Born in a Mujahed family, Amir Nematolahi was enthusiastic to fight the Iranian government. When the 21-year-old Amir joined the Mujahedin Khalq Organization in 1994 he was motivated by the young “thin” Massoud Rajavi whom he had seen in the MEK’s early videos and photos of Massoud speaking in the meetings. “A few years later, in more films of Massoud Rajavi which were taken after the death of Musa Khiabani and Ashraf Rabiee, he looked like a king,” Amir Nematollahi says in his recent interview with Siamak Naderi. “Massoud had become a fat man who was living like a king spending the money that was given to him in the name of fighting for the Iranian people.”
Shortly after his arrival in the MEK’s headquarters in Iraq, Amir received trainings for operating explosives and launching bombs.

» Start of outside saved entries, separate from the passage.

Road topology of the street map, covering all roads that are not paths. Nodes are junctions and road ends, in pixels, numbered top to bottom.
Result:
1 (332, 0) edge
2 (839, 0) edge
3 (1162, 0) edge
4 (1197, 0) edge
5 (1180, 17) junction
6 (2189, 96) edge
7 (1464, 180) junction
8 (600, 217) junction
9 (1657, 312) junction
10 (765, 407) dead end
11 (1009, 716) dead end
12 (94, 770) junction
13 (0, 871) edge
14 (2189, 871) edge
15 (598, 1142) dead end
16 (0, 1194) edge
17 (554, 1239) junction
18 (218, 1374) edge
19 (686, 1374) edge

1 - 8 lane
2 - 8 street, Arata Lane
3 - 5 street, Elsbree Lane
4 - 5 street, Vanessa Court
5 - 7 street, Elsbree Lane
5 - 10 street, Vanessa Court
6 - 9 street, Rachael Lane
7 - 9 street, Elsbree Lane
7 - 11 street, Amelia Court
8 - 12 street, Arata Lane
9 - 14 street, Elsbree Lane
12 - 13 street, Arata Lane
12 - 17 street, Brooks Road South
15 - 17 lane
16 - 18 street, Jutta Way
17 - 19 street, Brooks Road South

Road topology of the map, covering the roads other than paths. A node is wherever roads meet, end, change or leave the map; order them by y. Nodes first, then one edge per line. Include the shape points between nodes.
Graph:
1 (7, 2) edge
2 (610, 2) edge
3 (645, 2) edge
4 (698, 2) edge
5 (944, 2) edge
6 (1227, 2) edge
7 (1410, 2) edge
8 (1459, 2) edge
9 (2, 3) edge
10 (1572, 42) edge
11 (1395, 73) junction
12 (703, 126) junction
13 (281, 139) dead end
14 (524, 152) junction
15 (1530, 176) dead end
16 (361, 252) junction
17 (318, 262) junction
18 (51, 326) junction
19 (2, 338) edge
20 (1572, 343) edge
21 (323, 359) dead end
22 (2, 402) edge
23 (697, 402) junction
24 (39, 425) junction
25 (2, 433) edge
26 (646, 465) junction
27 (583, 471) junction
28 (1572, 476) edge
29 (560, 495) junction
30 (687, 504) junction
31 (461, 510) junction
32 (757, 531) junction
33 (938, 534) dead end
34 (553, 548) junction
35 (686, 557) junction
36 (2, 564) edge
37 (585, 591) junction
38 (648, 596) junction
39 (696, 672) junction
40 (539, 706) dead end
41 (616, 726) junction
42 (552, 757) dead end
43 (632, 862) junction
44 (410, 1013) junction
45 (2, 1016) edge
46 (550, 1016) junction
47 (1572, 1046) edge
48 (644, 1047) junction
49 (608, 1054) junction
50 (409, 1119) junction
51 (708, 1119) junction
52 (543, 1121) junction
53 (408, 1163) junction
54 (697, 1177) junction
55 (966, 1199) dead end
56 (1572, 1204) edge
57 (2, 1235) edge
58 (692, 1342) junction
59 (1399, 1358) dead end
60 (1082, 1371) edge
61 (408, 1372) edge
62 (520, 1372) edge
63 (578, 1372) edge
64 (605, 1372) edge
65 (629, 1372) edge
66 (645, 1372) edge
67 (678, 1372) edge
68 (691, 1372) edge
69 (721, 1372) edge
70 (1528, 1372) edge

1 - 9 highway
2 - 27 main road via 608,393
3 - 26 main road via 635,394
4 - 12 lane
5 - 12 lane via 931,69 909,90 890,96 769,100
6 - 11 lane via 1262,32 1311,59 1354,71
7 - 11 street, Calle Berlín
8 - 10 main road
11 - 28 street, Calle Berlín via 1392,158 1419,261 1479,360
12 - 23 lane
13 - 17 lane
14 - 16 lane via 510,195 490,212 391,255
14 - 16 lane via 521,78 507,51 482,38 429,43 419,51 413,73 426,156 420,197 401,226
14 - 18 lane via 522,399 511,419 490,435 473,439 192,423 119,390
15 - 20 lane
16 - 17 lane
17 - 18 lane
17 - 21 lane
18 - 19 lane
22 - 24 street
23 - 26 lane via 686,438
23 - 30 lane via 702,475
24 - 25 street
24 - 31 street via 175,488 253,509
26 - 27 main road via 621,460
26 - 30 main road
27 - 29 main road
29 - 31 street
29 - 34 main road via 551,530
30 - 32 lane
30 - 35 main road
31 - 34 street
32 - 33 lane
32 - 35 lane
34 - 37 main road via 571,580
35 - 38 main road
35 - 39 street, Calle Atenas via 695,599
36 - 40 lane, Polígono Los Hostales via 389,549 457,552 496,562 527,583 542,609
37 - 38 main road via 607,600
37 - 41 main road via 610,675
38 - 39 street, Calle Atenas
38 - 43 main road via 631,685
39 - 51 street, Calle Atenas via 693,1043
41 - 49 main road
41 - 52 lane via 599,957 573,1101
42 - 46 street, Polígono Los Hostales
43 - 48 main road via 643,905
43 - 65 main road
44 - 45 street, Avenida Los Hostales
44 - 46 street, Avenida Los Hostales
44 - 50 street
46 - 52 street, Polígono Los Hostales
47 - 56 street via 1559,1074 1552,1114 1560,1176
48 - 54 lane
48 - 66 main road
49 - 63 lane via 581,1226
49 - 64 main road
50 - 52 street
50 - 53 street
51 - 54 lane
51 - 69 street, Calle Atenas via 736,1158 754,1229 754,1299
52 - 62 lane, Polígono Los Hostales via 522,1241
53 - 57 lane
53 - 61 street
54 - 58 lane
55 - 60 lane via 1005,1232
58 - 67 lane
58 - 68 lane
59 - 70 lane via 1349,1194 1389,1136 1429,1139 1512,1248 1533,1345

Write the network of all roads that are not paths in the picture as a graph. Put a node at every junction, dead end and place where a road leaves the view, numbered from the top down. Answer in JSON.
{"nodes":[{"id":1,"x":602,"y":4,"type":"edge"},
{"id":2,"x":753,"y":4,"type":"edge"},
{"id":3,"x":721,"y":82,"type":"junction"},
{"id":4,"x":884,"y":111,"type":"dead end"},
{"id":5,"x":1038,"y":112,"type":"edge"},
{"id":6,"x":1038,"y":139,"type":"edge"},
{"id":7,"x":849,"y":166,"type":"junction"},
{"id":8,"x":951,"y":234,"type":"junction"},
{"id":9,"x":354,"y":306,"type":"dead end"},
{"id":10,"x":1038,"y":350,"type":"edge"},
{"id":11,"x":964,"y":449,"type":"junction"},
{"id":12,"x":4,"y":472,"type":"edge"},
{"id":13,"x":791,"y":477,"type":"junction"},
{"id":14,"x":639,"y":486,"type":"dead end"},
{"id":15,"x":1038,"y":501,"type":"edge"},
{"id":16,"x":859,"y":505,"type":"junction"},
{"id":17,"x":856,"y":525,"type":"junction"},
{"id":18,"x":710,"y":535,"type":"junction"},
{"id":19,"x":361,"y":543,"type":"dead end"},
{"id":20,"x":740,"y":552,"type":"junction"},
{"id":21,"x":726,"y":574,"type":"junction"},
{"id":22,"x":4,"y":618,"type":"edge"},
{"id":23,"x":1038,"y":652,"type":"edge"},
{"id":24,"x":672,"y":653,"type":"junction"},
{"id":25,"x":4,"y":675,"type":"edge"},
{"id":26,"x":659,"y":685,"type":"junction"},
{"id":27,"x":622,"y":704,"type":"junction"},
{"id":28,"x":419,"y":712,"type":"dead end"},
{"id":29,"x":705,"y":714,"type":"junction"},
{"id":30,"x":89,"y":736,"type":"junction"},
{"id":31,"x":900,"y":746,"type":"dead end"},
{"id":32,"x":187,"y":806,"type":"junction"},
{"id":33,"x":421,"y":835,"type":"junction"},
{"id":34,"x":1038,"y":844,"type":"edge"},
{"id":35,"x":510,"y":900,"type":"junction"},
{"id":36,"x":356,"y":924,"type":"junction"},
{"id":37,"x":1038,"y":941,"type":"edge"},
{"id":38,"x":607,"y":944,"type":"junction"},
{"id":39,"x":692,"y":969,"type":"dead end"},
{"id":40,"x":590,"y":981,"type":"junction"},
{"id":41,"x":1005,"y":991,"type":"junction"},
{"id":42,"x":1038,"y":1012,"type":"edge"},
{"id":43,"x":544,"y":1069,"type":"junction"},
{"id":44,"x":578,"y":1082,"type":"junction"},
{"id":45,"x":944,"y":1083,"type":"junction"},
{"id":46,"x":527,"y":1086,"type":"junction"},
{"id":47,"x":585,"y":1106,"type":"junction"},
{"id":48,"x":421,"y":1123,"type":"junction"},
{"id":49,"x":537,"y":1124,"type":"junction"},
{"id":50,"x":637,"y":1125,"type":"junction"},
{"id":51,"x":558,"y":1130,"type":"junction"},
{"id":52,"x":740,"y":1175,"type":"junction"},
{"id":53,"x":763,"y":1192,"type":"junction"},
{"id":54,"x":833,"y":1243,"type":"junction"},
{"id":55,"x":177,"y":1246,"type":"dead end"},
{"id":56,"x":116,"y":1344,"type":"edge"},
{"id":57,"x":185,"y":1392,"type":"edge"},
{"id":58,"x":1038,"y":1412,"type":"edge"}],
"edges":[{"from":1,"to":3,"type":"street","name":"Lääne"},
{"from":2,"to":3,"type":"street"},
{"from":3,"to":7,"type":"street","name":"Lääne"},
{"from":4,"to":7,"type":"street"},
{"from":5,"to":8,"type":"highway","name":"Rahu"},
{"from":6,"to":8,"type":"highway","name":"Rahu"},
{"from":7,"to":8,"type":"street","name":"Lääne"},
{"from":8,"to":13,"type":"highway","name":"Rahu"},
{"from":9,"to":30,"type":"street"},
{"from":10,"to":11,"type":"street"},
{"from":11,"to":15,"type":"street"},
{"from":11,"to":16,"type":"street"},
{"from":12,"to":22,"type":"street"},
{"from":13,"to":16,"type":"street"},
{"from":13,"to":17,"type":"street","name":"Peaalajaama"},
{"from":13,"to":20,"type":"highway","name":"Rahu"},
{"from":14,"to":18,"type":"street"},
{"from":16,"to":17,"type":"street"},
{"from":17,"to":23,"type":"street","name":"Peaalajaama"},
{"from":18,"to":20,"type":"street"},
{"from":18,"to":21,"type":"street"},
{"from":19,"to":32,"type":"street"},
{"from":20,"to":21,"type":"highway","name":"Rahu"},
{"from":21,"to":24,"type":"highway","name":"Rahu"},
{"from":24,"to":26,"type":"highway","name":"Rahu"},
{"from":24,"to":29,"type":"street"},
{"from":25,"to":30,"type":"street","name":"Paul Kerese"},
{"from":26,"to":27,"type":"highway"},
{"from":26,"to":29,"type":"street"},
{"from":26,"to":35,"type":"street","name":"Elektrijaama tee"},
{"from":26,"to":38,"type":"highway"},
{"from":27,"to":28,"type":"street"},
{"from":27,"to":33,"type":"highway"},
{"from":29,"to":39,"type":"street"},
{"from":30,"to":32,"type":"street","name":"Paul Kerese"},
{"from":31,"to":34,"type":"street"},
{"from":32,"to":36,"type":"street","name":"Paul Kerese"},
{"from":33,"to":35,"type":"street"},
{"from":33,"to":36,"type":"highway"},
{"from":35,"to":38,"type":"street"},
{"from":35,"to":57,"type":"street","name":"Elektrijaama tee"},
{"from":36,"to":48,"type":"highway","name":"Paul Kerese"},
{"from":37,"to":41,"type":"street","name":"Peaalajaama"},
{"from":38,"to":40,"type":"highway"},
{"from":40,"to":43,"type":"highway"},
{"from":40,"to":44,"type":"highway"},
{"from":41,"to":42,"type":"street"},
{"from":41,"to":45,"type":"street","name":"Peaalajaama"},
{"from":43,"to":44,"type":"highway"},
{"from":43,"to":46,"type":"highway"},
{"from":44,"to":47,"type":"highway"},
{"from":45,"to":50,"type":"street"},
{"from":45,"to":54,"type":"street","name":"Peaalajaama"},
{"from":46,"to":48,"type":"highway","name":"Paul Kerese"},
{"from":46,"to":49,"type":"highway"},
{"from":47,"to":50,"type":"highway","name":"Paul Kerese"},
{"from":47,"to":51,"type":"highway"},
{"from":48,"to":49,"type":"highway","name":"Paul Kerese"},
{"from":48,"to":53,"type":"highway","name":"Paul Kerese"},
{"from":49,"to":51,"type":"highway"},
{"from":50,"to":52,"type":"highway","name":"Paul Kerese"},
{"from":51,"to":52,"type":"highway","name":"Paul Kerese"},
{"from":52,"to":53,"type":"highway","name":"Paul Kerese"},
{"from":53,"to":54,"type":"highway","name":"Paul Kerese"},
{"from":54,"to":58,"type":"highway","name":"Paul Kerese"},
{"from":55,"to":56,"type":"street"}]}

He was then ordered to cross the Iranian border to launch a terrorist attack in Tehran’s Police headquarters. “I was told that the building was only for Police authorities but when I went there, I saw something else,” Amir says. “I saw about a hundred of young innocent soldiers as old as I was.” Amir quit the operation and returned to the MEK’s camp in Iraq. “I told lie to my commanders, I said, ‘the bomb did not explode and I don’t know why’.”
This was the jerk of his hesitations about the MEK and its leaders. He found the group’s main leader as a despotic dictator who wanted the absolute obedience of his followers. “Under the name of struggle, there was an oppressive atmosphere in the MEK,” he recalls. “Two people were not allowed to sit next to each other in the eating place, twice in one single day. They were immediately accused of planning conspiracy against the group. They called it Mahfel.”
As the MEK is a “No Exit” establishment, dissident members of the group are never allowed to simply leave it particularly when the group was located in Iraq under the rule of Saddam Hussein. “Every one who entered the MEK, his passport was confiscated by the group,” he explains how members were locked up in the MEK. “His arrival was not registered by Iraq government so he was considered an illegal person in that country.”
This was the leverage to suppress the person who wanted to leave the MEK. He had to go to the Iraqi’s notorious prison, Abu Quraib for eight years. Before that he had to stay in the MEK’s quarantine –actually jail– for two years. And prior to all these imprisonments he was coerced under long hours of brainwashing meetings in order to get convinced not to leave the group. Amir Nematollahi explains how the meetings went on: “Everyone who wanted to leave was supposed to attend a meeting where he was put under harsh peer pressure. Commanders and even peers humiliated him insulting, spitting on him and even beating him.”
However, the public meeting was not the end of this violent procedure. “If he was not convinced to stay in the group, he was taken to a smaller meeting where a dozen of commanders tortured him,” Amir states. “These actions were taken systematically under the direct order of Massoud Rajavi.”
Amir states the names several MEK members who got victims of the totalitarian structure of the Cult of Rajavi. Ali Tabrizi is one of the members he recounts his heartbreaking fate in the MEK camp:
“Ali was a young boy from Tabriz. He had been a sympathizer of the group and he had legally traveled to Turkey and then to Iraq but shortly after he arrived in the group, he declared that he did not want to stay there. The group leaders seized his legal passport and handed him over to Iraqi intelligence. He was eventually jailed in Abu Quraib where terrible living conditions caused him to get infected by tuberculosis. He was almost dying when an Iraqi doctor helped him to get treatments in a hospital. Having become so desperate, Ali wrote a letter to the MEK and asked them to let him get back to the camp. However, when he returned, again he asked for his passport. He told the group leaders ‘it is your duty to send me back to Turkey’. Later, he was disappeared. He was my friend but I did not see him in the meetings anymore.”
Amir recalls Maryam Rajavi’s words saying “Massoud has come to save the world”! The former bomb maker of the MEK terror teams says, “The Rajavis do not provide the expenses of dental treatment for a young member of their cult but they run their kingdom with the funds they were offered by Saddam Hussein and Saudi Arabia.”
Amir Nematolahi speaks out about the human rights violations committed by the MEK leaders twenty years after his defection from the MEK. “I kept silent for over twenty years,” he argues. “Today, I am speaking because I want my testimonies to be recorded in the history. The MEK leaders must be tried in a fair trial for what they did.”